Problem to solve → Your answer should consist of every line in the records that holds "numbered".
▬▬▬
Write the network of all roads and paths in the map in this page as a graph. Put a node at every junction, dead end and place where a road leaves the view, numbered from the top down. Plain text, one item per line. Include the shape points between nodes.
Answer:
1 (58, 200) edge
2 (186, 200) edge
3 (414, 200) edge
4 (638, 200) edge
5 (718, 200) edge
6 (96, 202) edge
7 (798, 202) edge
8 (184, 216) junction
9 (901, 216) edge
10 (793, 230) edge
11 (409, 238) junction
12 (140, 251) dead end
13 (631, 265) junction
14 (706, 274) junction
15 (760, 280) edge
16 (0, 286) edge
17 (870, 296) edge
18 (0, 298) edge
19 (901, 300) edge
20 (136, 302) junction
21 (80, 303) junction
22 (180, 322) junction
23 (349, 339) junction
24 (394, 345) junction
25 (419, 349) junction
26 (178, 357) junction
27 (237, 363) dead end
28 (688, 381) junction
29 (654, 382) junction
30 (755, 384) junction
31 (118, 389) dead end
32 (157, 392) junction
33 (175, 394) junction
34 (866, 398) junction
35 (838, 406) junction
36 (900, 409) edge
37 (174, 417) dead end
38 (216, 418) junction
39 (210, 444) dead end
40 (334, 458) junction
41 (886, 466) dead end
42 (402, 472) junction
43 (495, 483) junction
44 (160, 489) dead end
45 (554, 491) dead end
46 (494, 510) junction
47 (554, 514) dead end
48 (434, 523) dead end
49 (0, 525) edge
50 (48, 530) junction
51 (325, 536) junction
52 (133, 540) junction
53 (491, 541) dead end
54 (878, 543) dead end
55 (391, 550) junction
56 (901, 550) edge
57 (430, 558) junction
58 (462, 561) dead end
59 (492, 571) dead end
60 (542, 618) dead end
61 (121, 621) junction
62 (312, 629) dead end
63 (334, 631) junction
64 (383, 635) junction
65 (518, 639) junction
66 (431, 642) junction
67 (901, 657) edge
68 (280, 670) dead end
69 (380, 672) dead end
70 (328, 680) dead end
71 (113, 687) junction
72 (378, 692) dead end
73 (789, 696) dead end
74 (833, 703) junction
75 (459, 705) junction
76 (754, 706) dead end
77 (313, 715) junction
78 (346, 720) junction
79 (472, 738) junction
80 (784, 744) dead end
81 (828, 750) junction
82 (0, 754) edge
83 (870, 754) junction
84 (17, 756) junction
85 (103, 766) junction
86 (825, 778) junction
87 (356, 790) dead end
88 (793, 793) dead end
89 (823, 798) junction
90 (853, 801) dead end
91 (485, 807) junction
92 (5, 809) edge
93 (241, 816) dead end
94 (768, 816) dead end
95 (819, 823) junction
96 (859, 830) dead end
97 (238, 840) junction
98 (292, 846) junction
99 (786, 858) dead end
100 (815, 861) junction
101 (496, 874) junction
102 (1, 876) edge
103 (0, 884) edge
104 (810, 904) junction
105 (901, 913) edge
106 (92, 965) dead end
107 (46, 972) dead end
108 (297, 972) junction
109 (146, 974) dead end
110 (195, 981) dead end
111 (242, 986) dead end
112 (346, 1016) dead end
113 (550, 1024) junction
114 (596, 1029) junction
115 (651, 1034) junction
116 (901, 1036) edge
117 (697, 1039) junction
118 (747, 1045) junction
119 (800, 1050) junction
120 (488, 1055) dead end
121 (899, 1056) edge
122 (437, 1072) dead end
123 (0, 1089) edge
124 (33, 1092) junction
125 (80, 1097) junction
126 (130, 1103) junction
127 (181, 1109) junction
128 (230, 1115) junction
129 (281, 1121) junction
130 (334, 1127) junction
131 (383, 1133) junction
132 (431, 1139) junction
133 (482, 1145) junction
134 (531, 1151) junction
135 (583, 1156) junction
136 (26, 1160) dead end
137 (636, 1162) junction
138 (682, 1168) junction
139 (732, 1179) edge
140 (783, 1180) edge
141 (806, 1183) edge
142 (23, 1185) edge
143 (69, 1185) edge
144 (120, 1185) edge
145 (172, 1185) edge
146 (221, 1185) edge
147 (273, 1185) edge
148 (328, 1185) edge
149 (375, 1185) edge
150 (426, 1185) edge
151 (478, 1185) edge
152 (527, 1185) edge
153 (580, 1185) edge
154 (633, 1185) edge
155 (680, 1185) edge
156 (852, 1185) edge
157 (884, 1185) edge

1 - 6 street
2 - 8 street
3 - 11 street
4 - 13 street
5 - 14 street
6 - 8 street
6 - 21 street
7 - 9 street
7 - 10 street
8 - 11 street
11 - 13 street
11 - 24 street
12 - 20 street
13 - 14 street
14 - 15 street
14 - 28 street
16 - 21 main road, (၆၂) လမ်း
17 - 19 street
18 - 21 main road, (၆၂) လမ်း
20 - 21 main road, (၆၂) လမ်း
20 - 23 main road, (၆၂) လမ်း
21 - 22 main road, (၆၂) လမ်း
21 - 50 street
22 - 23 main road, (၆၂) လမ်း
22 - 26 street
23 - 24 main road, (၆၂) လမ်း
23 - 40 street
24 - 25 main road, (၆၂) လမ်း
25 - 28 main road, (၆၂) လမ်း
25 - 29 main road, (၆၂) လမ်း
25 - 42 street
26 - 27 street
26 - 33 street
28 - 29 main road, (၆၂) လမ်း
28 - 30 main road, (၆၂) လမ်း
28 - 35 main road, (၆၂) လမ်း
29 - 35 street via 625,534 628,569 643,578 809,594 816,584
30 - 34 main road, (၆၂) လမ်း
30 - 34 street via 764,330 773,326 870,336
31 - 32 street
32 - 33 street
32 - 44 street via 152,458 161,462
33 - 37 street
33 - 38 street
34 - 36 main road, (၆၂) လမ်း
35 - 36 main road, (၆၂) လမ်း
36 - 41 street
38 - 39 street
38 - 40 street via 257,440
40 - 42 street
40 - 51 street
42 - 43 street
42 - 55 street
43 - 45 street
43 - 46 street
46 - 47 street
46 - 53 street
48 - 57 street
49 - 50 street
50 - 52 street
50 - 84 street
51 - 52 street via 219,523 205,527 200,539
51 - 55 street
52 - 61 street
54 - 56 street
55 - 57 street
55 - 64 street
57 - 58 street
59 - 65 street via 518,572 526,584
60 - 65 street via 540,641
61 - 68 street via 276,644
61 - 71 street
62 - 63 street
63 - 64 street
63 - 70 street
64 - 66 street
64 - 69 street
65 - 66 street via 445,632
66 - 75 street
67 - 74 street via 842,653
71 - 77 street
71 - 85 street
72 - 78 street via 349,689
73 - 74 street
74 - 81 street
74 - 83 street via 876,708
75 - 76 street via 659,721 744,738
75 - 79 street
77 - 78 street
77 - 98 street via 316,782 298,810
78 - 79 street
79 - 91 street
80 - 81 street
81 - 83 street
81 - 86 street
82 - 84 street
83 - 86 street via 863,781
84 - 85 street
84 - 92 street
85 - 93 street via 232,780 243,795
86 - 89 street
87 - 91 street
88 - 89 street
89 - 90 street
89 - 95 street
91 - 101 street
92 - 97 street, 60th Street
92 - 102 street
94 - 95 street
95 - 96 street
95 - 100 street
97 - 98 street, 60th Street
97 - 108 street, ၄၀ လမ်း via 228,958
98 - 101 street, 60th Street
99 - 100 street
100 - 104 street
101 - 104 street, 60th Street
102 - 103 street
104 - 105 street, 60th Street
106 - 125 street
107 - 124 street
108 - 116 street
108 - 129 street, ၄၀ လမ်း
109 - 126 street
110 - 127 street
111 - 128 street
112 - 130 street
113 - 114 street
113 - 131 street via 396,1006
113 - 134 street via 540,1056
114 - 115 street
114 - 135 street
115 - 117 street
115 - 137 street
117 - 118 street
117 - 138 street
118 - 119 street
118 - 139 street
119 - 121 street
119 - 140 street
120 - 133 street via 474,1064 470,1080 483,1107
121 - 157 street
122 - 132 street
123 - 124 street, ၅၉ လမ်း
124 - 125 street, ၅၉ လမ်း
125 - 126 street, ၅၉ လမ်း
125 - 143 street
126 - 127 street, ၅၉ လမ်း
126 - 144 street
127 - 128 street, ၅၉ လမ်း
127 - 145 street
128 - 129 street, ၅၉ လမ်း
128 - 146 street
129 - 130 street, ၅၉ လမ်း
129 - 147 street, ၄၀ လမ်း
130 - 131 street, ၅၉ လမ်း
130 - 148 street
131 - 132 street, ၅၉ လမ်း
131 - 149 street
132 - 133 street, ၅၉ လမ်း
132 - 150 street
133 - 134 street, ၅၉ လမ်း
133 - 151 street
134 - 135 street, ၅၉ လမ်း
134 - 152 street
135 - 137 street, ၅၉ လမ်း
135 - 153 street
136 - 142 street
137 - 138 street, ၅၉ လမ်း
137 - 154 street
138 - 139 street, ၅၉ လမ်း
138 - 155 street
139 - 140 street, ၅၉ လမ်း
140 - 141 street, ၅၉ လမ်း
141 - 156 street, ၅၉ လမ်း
▬▬▬
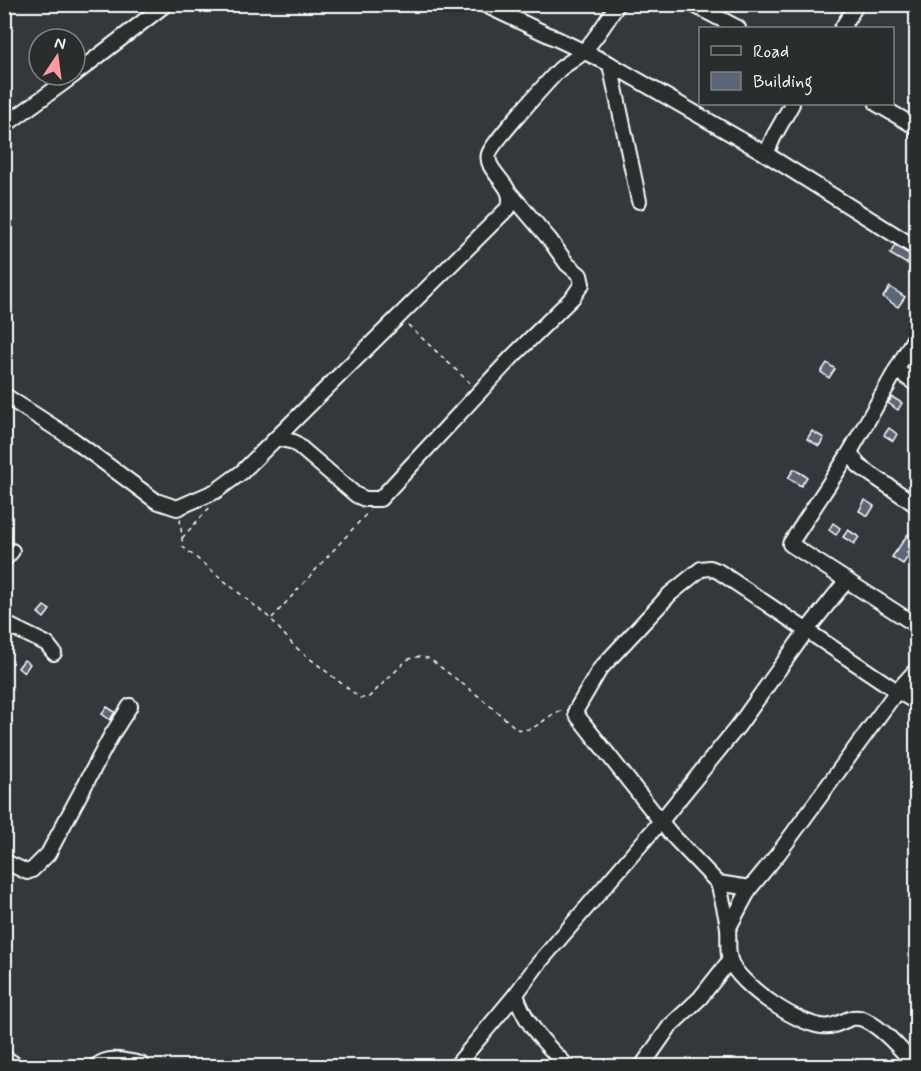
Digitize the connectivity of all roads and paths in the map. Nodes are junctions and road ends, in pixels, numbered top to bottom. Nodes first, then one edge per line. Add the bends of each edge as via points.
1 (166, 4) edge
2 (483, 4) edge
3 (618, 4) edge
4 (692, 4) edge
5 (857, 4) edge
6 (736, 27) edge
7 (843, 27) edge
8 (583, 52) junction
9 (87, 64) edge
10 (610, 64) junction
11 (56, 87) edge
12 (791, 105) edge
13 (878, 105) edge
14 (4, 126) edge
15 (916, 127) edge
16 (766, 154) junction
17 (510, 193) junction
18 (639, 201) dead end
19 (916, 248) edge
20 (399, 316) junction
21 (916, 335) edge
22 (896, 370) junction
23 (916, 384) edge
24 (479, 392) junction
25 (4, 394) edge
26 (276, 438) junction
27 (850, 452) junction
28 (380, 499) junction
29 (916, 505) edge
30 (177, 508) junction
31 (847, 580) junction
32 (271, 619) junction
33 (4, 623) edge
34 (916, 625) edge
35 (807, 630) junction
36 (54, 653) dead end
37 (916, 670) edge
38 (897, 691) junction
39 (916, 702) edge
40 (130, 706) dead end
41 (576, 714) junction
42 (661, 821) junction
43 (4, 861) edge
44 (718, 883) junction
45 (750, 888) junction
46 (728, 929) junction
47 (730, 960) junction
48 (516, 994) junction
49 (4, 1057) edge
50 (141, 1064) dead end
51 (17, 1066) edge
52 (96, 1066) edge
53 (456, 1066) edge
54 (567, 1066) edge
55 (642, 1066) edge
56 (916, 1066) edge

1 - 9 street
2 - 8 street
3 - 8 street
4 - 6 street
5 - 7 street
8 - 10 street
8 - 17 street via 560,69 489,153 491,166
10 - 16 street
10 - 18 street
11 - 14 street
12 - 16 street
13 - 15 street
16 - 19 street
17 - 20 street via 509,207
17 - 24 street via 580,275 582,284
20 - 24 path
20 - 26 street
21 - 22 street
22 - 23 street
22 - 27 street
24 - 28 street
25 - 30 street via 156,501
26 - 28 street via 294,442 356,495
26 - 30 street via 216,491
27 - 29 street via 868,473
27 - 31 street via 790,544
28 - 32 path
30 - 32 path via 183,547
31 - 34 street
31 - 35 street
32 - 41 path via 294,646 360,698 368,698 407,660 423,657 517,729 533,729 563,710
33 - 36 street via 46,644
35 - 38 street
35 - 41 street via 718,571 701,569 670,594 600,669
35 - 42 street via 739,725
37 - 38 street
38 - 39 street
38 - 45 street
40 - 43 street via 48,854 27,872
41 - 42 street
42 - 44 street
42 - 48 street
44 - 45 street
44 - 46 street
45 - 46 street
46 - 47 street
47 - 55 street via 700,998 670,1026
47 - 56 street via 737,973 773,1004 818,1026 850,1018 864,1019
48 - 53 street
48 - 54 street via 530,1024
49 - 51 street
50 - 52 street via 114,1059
▬▬▬
Completed exercise →
Write the network of all roads and paths in the map in this page as a graph. Put a node at every junction, dead end and place where a road leaves the view, numbered from the top down. Plain text, one item per line. Include the shape points between nodes.
Digitize the connectivity of all roads and paths in the map. Nodes are junctions and road ends, in pixels, numbered top to bottom. Nodes first, then one edge per line. Add the bends of each edge as via points.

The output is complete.